From: Randall Randall (randall@randallsquared.com)
Date: Thu Oct 08 2009 - 10:12:02 MDT
On Thu, Oct 08, 2009 at 08:07:33AM -0700, John K Clark wrote:
> On Wed, 07 Oct 2009 13:32:59 -0500, "Pavitra"
> <celestialcognition@gmail.com> said:
> > I would expect a given intelligence to have a
> > sense of absurdity if and only if it was evolved/designed to detect
> > attempts to deceive it.
>
> And of course the AI IS being lied to, told that human decisions are
> wiser than its own; and a AI that has the ability to detect this
> deception will develop much much faster than one who does not.
While I agree that an AGI will undoubtedly be lied to about something,
I don't think those in the Friendliness camp are suggesting that it
be lied to, or told that human decisions are wiser than its own.
Rather, they're suggesting that there can and should be a highest-level
goal, and that goal should be chosen by AI designers to maximize human
safety and/or happiness. It's unclear whether this is possible, but if
it is possible, and if the AI's goal system is structured this way,
then *someone* will have to choose a highest-level goal, and since the
AI won't want to change it (by definition, since it's the highest
possible goal), it'll be stable except via accident or outside changes.

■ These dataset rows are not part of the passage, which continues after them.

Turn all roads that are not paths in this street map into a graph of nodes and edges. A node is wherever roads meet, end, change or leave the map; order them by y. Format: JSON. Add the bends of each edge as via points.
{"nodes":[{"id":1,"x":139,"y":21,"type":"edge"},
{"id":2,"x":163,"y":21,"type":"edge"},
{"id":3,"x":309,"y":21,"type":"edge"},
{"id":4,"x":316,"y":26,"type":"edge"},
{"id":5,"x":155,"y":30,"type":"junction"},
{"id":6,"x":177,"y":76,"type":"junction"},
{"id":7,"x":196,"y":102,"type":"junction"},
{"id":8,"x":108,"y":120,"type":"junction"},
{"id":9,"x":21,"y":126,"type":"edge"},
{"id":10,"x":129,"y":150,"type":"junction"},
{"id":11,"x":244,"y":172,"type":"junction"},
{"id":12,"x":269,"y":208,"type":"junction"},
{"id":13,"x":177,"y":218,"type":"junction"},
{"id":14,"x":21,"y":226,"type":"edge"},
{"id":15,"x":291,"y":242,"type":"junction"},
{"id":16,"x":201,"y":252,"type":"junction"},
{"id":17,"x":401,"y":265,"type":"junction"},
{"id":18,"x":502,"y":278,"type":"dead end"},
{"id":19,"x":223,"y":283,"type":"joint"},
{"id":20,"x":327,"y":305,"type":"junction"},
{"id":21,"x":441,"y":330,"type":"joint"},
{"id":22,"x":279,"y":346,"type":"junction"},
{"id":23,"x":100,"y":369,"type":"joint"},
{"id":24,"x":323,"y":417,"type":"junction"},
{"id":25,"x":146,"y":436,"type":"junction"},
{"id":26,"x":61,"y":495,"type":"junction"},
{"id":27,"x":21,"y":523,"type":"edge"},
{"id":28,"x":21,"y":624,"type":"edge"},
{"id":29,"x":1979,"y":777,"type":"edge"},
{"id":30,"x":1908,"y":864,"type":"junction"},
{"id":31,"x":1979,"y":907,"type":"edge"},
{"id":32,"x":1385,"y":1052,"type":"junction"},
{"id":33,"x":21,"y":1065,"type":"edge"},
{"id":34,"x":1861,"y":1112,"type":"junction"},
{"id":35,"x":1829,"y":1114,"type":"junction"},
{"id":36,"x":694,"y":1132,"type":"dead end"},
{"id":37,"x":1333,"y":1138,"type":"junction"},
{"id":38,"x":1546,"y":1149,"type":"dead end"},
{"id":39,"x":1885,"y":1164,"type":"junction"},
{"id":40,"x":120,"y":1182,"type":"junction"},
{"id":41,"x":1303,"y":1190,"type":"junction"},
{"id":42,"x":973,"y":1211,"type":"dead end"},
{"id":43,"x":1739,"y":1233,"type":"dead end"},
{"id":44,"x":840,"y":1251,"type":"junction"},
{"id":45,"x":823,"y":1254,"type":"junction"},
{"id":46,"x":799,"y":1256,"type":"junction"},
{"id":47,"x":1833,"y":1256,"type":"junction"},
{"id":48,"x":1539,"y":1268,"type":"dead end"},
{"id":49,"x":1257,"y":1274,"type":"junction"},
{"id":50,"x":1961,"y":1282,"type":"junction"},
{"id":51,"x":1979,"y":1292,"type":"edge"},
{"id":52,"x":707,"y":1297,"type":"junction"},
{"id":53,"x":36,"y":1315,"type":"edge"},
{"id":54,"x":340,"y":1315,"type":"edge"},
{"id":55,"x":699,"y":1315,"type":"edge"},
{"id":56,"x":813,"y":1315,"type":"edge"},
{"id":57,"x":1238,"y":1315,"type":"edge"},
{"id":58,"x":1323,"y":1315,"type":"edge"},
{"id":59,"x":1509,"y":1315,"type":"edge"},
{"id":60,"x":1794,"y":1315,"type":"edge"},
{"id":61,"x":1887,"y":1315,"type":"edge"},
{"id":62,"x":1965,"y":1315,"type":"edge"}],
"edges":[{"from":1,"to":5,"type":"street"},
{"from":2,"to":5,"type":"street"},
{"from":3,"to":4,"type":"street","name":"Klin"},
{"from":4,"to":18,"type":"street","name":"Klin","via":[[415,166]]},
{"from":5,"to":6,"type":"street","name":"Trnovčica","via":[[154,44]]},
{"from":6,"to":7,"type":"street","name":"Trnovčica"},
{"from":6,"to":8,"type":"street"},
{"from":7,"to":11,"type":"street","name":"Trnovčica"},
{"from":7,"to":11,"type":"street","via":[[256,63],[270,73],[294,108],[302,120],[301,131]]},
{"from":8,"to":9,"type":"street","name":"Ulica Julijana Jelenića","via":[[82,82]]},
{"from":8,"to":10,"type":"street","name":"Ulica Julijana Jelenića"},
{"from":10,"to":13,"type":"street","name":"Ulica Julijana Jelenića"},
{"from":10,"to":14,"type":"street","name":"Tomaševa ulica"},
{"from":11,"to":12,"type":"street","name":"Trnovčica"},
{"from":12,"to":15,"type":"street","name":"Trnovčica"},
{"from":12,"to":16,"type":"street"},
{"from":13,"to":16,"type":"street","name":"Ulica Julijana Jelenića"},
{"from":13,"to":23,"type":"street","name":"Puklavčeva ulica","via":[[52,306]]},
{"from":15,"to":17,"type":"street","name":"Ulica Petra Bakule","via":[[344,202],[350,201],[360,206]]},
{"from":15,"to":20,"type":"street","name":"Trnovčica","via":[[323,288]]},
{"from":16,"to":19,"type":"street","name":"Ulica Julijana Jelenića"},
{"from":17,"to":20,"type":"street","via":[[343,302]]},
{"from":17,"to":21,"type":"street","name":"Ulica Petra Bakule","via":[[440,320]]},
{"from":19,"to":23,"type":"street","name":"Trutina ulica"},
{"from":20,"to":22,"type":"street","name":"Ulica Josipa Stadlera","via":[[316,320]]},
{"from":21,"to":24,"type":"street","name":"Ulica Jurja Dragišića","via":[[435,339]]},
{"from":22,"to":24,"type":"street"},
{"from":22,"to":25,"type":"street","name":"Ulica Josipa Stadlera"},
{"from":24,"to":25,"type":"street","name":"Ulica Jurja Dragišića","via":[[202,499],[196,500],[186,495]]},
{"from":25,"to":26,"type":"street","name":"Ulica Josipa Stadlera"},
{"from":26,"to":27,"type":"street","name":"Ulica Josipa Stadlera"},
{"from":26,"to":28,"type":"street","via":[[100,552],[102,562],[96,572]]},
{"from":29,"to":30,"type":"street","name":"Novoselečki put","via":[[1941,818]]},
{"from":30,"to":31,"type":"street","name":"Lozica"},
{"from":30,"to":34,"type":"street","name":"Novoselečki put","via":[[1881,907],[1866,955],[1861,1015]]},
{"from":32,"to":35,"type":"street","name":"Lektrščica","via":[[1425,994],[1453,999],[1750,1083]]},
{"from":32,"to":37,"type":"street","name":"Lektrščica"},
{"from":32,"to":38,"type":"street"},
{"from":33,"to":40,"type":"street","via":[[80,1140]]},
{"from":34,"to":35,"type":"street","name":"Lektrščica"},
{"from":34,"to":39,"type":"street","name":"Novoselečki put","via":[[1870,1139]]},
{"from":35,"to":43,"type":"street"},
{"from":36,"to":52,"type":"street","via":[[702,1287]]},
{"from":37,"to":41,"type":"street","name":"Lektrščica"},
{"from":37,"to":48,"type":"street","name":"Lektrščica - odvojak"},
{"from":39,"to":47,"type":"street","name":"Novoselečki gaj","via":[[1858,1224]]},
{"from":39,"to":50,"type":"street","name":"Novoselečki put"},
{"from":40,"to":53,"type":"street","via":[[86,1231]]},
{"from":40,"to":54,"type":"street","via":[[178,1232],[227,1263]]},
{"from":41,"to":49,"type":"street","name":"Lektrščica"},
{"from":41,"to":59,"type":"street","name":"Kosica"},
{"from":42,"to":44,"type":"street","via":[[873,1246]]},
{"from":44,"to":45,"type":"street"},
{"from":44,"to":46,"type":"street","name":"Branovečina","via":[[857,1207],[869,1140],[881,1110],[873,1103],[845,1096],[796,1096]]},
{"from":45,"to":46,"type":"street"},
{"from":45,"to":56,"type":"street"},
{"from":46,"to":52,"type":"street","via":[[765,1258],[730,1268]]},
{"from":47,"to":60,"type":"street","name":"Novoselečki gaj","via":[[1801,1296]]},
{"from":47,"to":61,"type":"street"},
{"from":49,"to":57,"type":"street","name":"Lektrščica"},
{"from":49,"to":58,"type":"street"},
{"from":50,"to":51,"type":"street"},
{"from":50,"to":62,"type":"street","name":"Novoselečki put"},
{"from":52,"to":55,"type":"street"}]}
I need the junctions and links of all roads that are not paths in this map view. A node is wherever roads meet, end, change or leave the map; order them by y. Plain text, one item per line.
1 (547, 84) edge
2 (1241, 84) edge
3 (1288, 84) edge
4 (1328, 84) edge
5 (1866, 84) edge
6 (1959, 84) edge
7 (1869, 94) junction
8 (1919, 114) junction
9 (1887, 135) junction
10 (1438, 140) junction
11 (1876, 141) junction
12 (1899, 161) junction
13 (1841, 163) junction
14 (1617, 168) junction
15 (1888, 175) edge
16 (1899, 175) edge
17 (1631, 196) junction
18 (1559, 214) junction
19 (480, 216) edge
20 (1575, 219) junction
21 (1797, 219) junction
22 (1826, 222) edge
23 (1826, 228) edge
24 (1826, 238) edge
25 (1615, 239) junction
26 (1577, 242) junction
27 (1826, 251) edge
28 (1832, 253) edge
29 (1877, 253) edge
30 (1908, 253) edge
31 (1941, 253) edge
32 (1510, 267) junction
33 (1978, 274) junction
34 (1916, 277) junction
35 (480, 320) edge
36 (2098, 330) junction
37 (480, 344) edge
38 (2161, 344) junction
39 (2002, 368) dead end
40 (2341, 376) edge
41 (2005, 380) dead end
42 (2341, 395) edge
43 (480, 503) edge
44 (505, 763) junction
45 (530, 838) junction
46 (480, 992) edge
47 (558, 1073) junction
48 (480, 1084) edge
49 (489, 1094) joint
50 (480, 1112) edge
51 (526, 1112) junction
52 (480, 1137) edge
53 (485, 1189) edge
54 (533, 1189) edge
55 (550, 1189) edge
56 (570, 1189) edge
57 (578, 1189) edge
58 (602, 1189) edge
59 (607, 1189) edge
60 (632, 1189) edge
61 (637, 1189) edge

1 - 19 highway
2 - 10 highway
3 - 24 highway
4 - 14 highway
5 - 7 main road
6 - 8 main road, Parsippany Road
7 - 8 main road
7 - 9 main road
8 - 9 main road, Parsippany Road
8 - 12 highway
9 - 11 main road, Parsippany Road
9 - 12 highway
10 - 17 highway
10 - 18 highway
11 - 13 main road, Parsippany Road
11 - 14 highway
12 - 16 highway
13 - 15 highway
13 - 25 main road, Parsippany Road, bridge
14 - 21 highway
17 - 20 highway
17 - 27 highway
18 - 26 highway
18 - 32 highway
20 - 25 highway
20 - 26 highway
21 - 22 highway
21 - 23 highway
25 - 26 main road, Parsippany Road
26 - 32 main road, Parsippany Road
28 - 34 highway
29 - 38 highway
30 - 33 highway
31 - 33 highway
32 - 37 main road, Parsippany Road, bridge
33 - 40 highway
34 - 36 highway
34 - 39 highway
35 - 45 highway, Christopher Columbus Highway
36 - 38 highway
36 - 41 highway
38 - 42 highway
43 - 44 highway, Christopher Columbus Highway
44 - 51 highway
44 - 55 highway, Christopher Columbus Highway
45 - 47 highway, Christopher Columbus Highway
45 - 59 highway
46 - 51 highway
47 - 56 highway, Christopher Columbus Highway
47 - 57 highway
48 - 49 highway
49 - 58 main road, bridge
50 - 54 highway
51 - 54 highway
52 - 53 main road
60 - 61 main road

Now, it's entirely arguable whether such a goal system is possible to
build (as a stable system, etc), but it doesn't make any sense to
accept the Friendliness camp's assumption that it is possible and
then argue that the AI will magically discard the goal because it's
so much more intelligent. A highest level goal guides intelligence;
it isn't subject to argument or examination.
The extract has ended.